Coincidence + Agreements + Workflow = Infrastructure

Before we start, I would like to clarify what is an infrastructure?. First of all, we should realize how it appears. From my point of view, those processes are pretty similar to each other. So, let's take a look onto the infrastructure for out of the box software for the immense enterprise.

Coincidence There was an application. The application did not appear from anywhere. It was developed by particular people. Those people had to deploy or run the application somewhere. In our case, somebody sent an email about 10-15 years ago. It was a request to mount servers into racks. It was the beginning of fragile agreements. In your case, it might be a request via telegram, WhatsApp or a phone call. The key thing is that somebody makes an unpredicted request to do something.
Agreements Time was ticking, thick stream of requests via Jira, emails became waterflow of chaotic requests to create clients like environments. But sometimes you can hear something like: if you want to install server faster, please write on Monday because we visit the server room on Tuesday only. In other words, people try to optimize the process somehow. Agreements are appearing.
Workflow As a result, you have a formalized process. If you want to have a new environment: please create a task in Jira, fill the form and wait for 7 days, the next available infrastructure engineer will create your environment.

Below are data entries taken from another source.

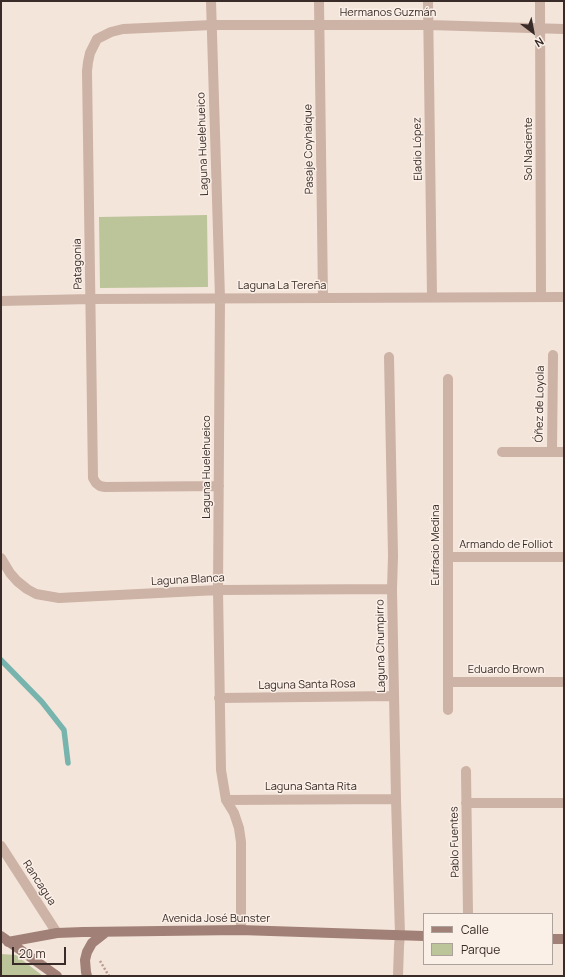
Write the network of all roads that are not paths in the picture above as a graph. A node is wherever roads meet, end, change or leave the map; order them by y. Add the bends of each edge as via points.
1 (211, 1) edge
2 (319, 1) edge
3 (428, 1) edge
4 (540, 1) edge
5 (212, 25) junction
6 (319, 25) junction
7 (429, 25) junction
8 (541, 28) junction
9 (564, 29) edge
10 (432, 297) junction
11 (541, 297) junction
12 (564, 297) edge
13 (220, 298) junction
14 (323, 298) junction
15 (90, 299) junction
16 (1, 301) edge
17 (553, 355) dead end
18 (389, 357) dead end
19 (448, 379) dead end
20 (502, 452) dead end
21 (552, 452) junction
22 (564, 452) edge
23 (219, 486) junction
24 (448, 557) junction
25 (564, 557) edge
26 (1, 558) edge
27 (392, 589) junction
28 (218, 590) junction
29 (448, 682) junction
30 (564, 682) edge
31 (394, 696) junction
32 (219, 698) junction
33 (448, 710) dead end
34 (466, 771) dead end
35 (396, 799) junction
36 (226, 800) junction
37 (466, 803) junction
38 (564, 804) edge
39 (1, 846) edge
40 (468, 913) edge
41 (240, 930) junction
42 (106, 932) junction
43 (57, 933) junction
44 (400, 934) junction
45 (423, 936) edge
46 (553, 939) edge
47 (564, 939) edge
48 (3, 940) edge
49 (57, 976) edge
50 (87, 976) edge
51 (398, 976) edge

1 - 5 street, Laguna Huelehueico
2 - 6 street, Pasaje Coyhaique
3 - 7 street, Eladio López
4 - 8 street, Sol Naciente
5 - 6 street, Hermanos Guzmán
5 - 13 street, Laguna Huelehueico
5 - 15 street, Patagonia via 123,29 104,35 97,39 93,46 87,71
6 - 7 street, Hermanos Guzmán
6 - 14 street, Pasaje Coyhaique
7 - 8 street, Hermanos Guzmán
7 - 10 street, Eladio López
8 - 9 street, Hermanos Guzmán
8 - 11 street, Sol Naciente
10 - 11 street, Laguna La Tereña
10 - 14 street, Laguna La Tereña
11 - 12 street, Laguna La Tereña
13 - 14 street, Laguna La Tereña
13 - 15 street, Laguna La Tereña
13 - 23 street, Laguna Huelehueico
15 - 16 street, Laguna La Tereña
15 - 23 street, Patagonia via 92,473 96,483 105,487
17 - 21 street, Óñez de Loyola
18 - 27 street, Laguna Chumpirro
19 - 24 street, Eufracio Medina
20 - 21 street
21 - 22 street
23 - 28 street, Laguna Huelehueico
24 - 25 street, Armando de Folliot
24 - 29 street, Eufracio Medina
26 - 28 street, Laguna Blanca via 10,573 22,585 36,594 49,597
27 - 28 street, Laguna Blanca
27 - 31 street, Laguna Chumpirro
28 - 32 street, Laguna Huelehueico
29 - 30 street, Eduardo Brown
29 - 33 street, Eufracio Medina
31 - 32 street, Laguna Santa Rosa
31 - 35 street, Laguna Chumpirro
32 - 36 street, Laguna Huelehueico via 221,770
34 - 37 street, Pablo Fuentes
35 - 36 street, Laguna Santa Rita
35 - 44 street, Laguna Chumpirro
36 - 41 street, Laguna Huelehueico via 234,813 241,842
37 - 38 street
37 - 40 street, Pablo Fuentes
39 - 43 street, Rancagua
41 - 42 main road, Avenida José Bunster
41 - 44 main road, Avenida José Bunster
42 - 43 main road, Avenida José Bunster
42 - 50 main road via 92,943 88,952 85,960
43 - 48 main road, Avenida José Bunster
44 - 45 main road, Avenida José Bunster
44 - 51 street, Laguna Chumpirro
46 - 47 main road
48 - 49 main road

Infrastructure tends to chaos

As we know from our experience, on the one hand, if you want to mount servers to racks, you should know that it is not a rapid process. But on the other hand, a development process must run at full speed.

The world was changing. Our application was containerized. Developers were able to create CoreOS based VMs dynamically. There were docker-compose files for each VM for emulating customers like environments. It was kind of k8s with minimal sets of features. It was before k8s was released. The first answered question was faced. There was a bunch of orphaned YML files in a git repository. There was no responsible person for them. Technical debt was increasing because of fast solutions & kludges. Team members were also changing. The apocalypse came: nobody knew how infrastructure work, nobody saw the whole picture.

Things like that happen. It is not bad or good. There is a heat death of the Universe, that's a given. There is exactly the same thing: infrastructure tends to chaos.

How to deal with chaos?

Formal authorizations & blueprints save from chaos

Createion of an instruction or a blueprint might be the first idea if you want to deal with chaos. There is a short story.

Ages ago, I work in an immense company. The company related somehow to the petrochemical industry. There were a lot of red tapes & formalism inside the company. Once upon a time, someone had to migrate a service and agreed to implement a temporary network scheme for a couple of weeks. The service was shared to the Internet & it was authorized. I was reverse-engineering the petroleum-storage depot in a big airport and found that service. The funny thing was that I found that temp scheme 5 years later. It was an awkward situation because there was direct unrestricted access to a DC core network.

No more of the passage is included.